- 标题:mask_rcnn模型预测时报错
- 版本、环境信息:
1)PaddlePaddle版本:paddle1.7.1
2)GPU:nvidia V100, cuda7/cudnn9.0
4)系统环境:Linux 14
- 复现信息:
训练时不固定输入大小,但因业务需要,在导出模型时需固定了输入op的大小为(3, 800, 1344),故如下代码修改了模型,导致预测时报错。但同样是固定输入大小,faster/cascade rcnn可以顺利infer,但mask_rcnn/retinanet不能,请问是什么原因呢?
prog.global_block().var(op.name).desc.set_shape(tensor_shape)
# # 动态infer,修改所有shape
block_desc = prog.global_block().desc
for prog_op in prog.global_block().ops:
prog_op.desc.infer_shape(block_desc)
- 错误日志:
Traceback (most recent call last):
File "infer_demo.py", line 230, in <module>
infer(args)
File "infer_demo.py", line 163, in infer
return_numpy=False)
File "/root/miniconda3/lib/python3.7/site-packages/paddle/fluid/executor.py", line 783, in run
six.reraise(*sys.exc_info())
File "/root/miniconda3/lib/python3.7/site-packages/six.py", line 703, in reraise
raise value
File "/root/miniconda3/lib/python3.7/site-packages/paddle/fluid/executor.py", line 778, in run
use_program_cache=use_program_cache)
File "/root/miniconda3/lib/python3.7/site-packages/paddle/fluid/executor.py", line 831, in _run_impl
use_program_cache=use_program_cache)
File "/root/miniconda3/lib/python3.7/site-packages/paddle/fluid/executor.py", line 902, in _run_program
self._feed_data(program, feed, feed_var_name, scope)

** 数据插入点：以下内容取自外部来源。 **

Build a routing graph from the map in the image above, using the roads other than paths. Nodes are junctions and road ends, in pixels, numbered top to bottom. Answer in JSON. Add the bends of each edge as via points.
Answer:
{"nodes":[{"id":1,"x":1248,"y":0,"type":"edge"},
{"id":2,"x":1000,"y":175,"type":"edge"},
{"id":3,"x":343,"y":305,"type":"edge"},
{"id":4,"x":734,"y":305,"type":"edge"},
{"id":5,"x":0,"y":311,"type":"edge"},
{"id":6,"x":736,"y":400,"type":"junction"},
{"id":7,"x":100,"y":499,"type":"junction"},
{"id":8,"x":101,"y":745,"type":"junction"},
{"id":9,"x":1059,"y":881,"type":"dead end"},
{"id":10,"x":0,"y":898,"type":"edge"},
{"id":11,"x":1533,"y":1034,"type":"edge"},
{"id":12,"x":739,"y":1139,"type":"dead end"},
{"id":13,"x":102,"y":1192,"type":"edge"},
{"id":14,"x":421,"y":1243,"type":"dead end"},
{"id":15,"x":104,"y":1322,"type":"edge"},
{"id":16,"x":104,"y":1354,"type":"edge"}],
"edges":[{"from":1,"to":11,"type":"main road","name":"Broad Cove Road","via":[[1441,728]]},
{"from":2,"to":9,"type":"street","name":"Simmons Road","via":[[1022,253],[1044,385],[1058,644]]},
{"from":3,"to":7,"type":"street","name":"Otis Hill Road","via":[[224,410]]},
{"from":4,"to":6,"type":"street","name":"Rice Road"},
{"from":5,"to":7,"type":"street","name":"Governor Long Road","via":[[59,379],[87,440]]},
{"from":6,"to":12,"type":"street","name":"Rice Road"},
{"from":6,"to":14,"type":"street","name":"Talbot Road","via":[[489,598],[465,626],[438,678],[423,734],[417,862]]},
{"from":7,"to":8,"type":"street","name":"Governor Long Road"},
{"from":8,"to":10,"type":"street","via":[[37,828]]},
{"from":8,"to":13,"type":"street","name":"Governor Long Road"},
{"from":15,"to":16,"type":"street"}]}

File "/root/miniconda3/lib/python3.7/site-packages/paddle/fluid/executor.py", line 580, in _feed_data
check_feed_shape_type(var, cur_feed)
File "/root/miniconda3/lib/python3.7/site-packages/paddle/fluid/executor.py", line 230, in check_feed_shape_type
(var.name, len(var.shape), var.shape, feed_shape))
ValueError: The fed Variable 'image' should have dimensions = 4, shape = (-1, 3, 800, 1344), but received fed shape [1, 3, 1088, 800] on each device
2条答案
按热度按时间rjjhvcjd1#
如果希望在导出模型的时候固定输入长度,https://github.com/PaddlePaddle/PaddleDetection/blob/release/0.3/docs/advanced_tutorials/deploy/EXPORT_MODEL.md#%E8%AE%BE%E7%BD%AE%E5%AF%BC%E5%87%BA%E6%A8%A1%E5%9E%8B%E7%9A%84%E8%BE%93%E5%85%A5%E5%A4%A7%E5%B0%8F 可以参考这里的文档,指定image_shape即可
在预测的时候由于rcnn和retinanet都是keep_ratio的方式进行resize,因此如果希望保持定长的话需要对resize的图片做padding。从报错信息来看resize的逻辑应该只是判断了短边resize到800然后长边不大于1344,而此时800,1344是固定height是800,width是1344的
unftdfkk2#
预测时希望是keep ratio的,不希望固定尺度,只是业务需要(框架转换/端移植等),需要读取输入变量的shape值(不能为None/-1),所以给了一个(800,1334)随意的值;奇怪的是,faster_rcnn/cascade模型,就算实际预测的大小和网络定义shape不同,也不会报错,但是mask_rcnn/retinanet都会报错。这是为啥?